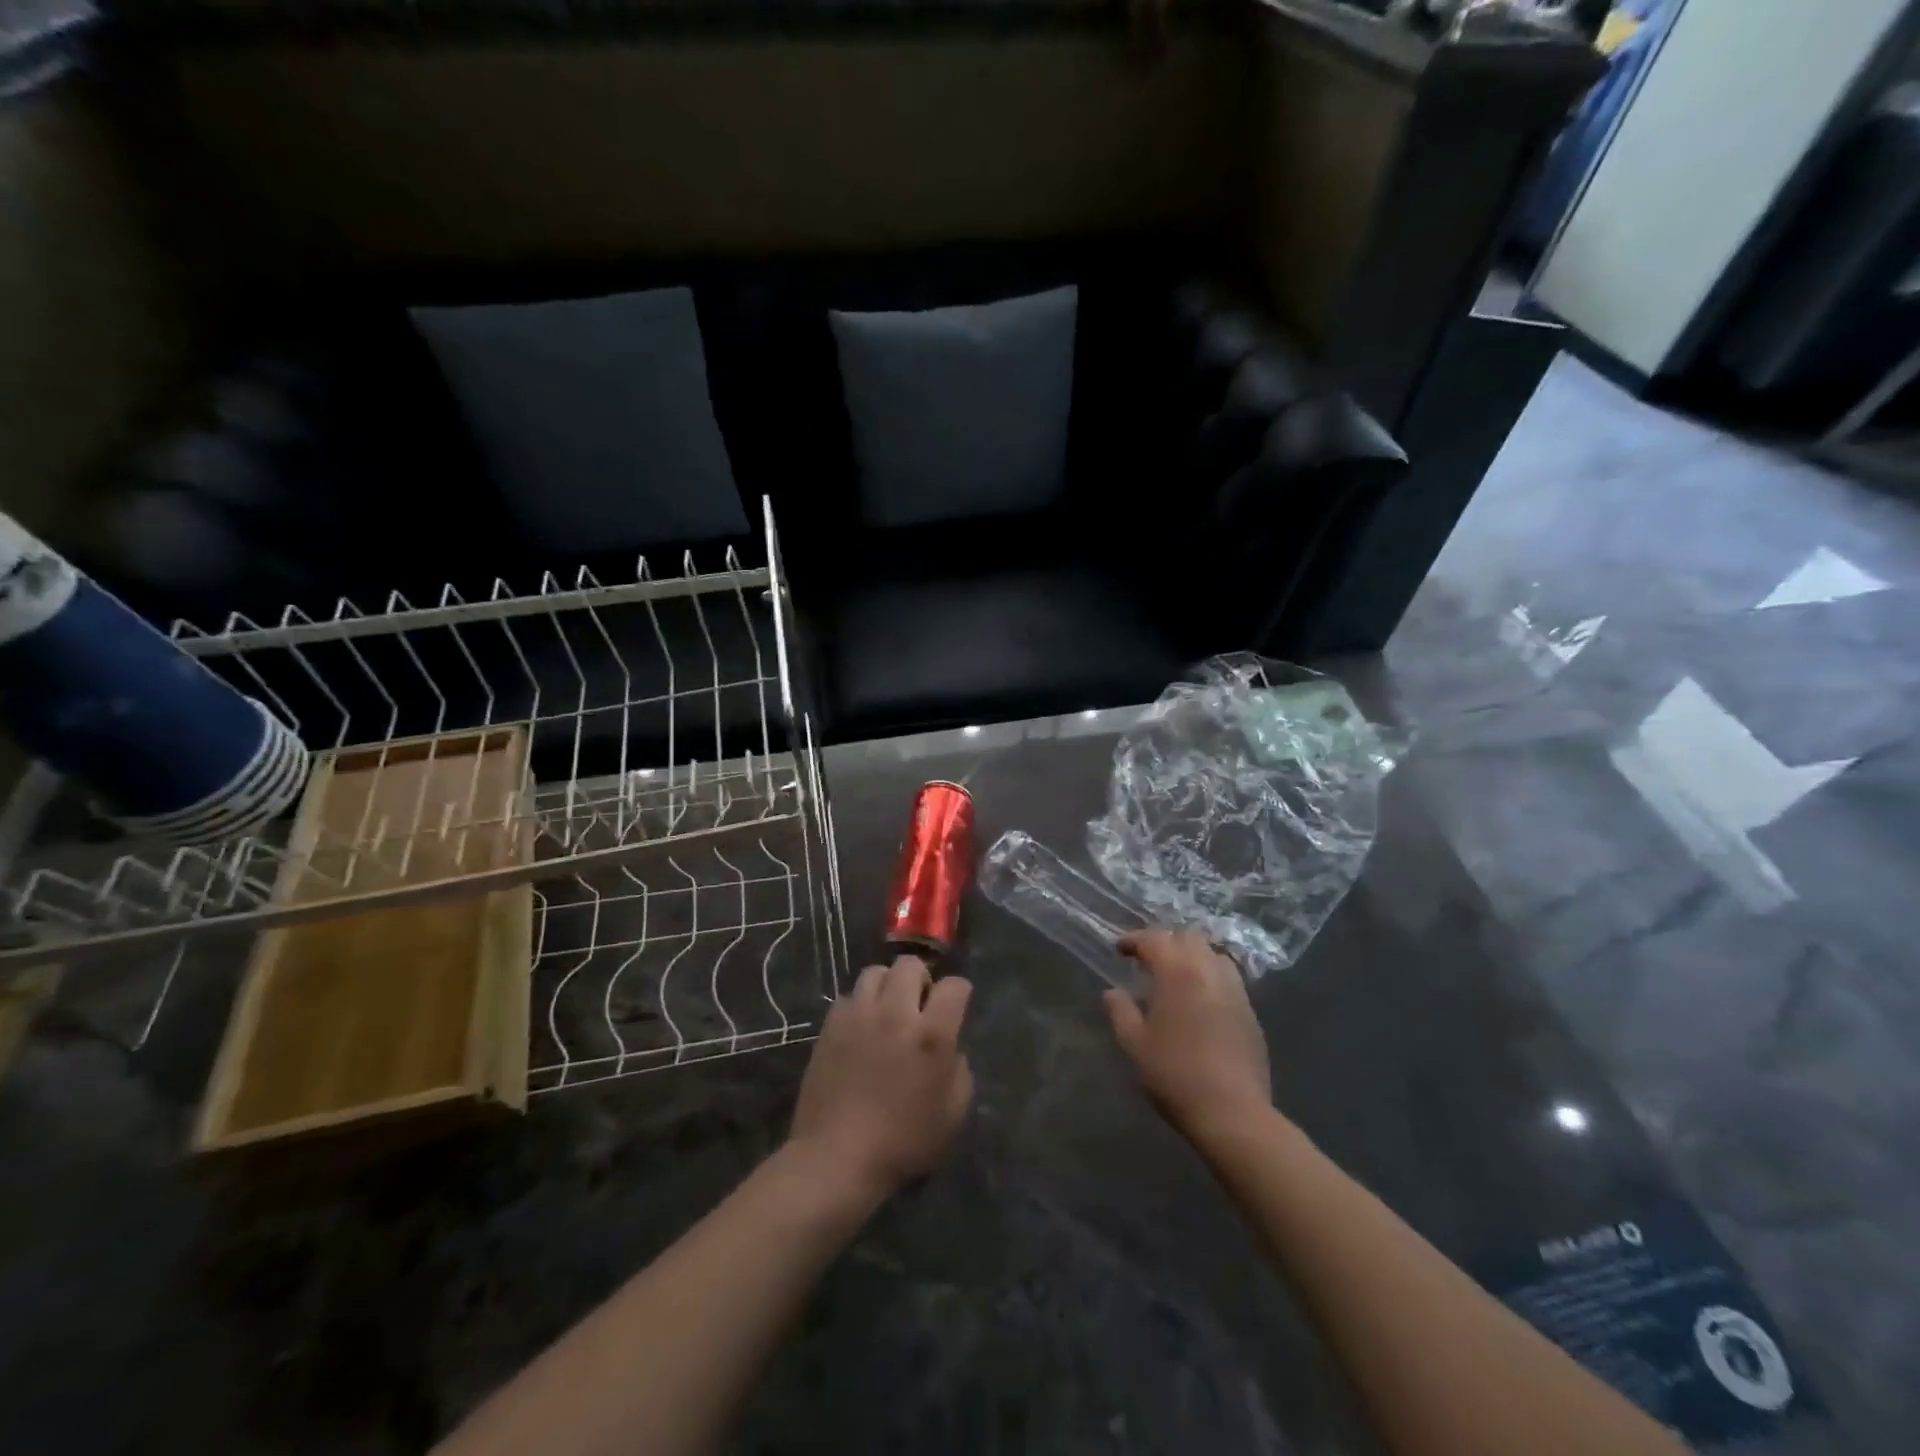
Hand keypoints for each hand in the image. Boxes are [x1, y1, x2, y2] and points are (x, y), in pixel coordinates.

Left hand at [788, 957, 973, 1198]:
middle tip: (918, 1005)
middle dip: (921, 979)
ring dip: (887, 985)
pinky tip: (860, 1028)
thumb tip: (950, 1050)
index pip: (954, 986)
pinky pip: (848, 997)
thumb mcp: (952, 1116)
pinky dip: (859, 1005)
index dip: (959, 993)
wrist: (837, 1157)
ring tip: (886, 1010)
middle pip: (910, 965)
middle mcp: (896, 1013)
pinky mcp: (831, 1025)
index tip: (956, 1007)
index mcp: (932, 1035)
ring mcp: (859, 1015)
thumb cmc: (902, 1143)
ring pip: (875, 972)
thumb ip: (960, 1072)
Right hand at [1104, 928, 1271, 1140]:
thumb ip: (1120, 1012)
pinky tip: (1199, 1001)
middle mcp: (1209, 971)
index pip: (1154, 939)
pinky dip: (1210, 977)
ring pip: (1213, 954)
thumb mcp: (1135, 1045)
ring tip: (1176, 978)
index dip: (1134, 940)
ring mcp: (1235, 990)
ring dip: (1192, 956)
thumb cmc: (1175, 1075)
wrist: (1232, 1113)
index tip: (1120, 950)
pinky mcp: (1250, 1012)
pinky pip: (1228, 979)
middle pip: (1188, 937)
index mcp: (1177, 973)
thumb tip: (1112, 993)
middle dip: (1166, 942)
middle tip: (1148, 962)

════

Work request> The answer must match the entries above line for line, with the pictures dropped.

Exercise output>
Hand keypoints for each hand in the image. Boxes are [x1, y1, x2, y2] and points are (x, y), in pixel coordinates.

Left hand at [788, 957, 973, 1198]:
middle tip: (918, 1005)
middle dip: (921, 979)
ring dip: (887, 985)
pinky tip: (860, 1028)
thumb tip: (950, 1050)
index pip: (954, 986)
pinky pip: (848, 997)
thumb mcp: (952, 1116)
pinky dip: (859, 1005)
index dip: (959, 993)
wrist: (837, 1157)
ring tip: (886, 1010)
middle pip: (910, 965)
middle mcp: (896, 1013)
pinky mcp: (831, 1025)
index tip: (956, 1007)
index mcp: (932, 1035)
ring mcp: (859, 1015)
thumb cmc: (902, 1143)
ring pip: (875, 972)
thumb ip: (960, 1072)
Right hand at [1104, 928, 1271, 1140]:
thumb ip: (1120, 1012)
pinky tip: (1199, 1001)
middle mcp: (1209, 971)
index pip: (1154, 939)
pinky dip: (1210, 977)
ring pip: (1213, 954)
thumb mcp: (1135, 1045)
ring tip: (1176, 978)
index dip: (1134, 940)
ring mcp: (1235, 990)
ring dip: (1192, 956)
thumb cmc: (1175, 1075)
wrist: (1232, 1113)
index tip: (1120, 950)
pinky mcp: (1250, 1012)
pinky pip: (1228, 979)
middle pip: (1188, 937)
index mcp: (1177, 973)
thumb tip: (1112, 993)
middle dip: (1166, 942)
middle tip: (1148, 962)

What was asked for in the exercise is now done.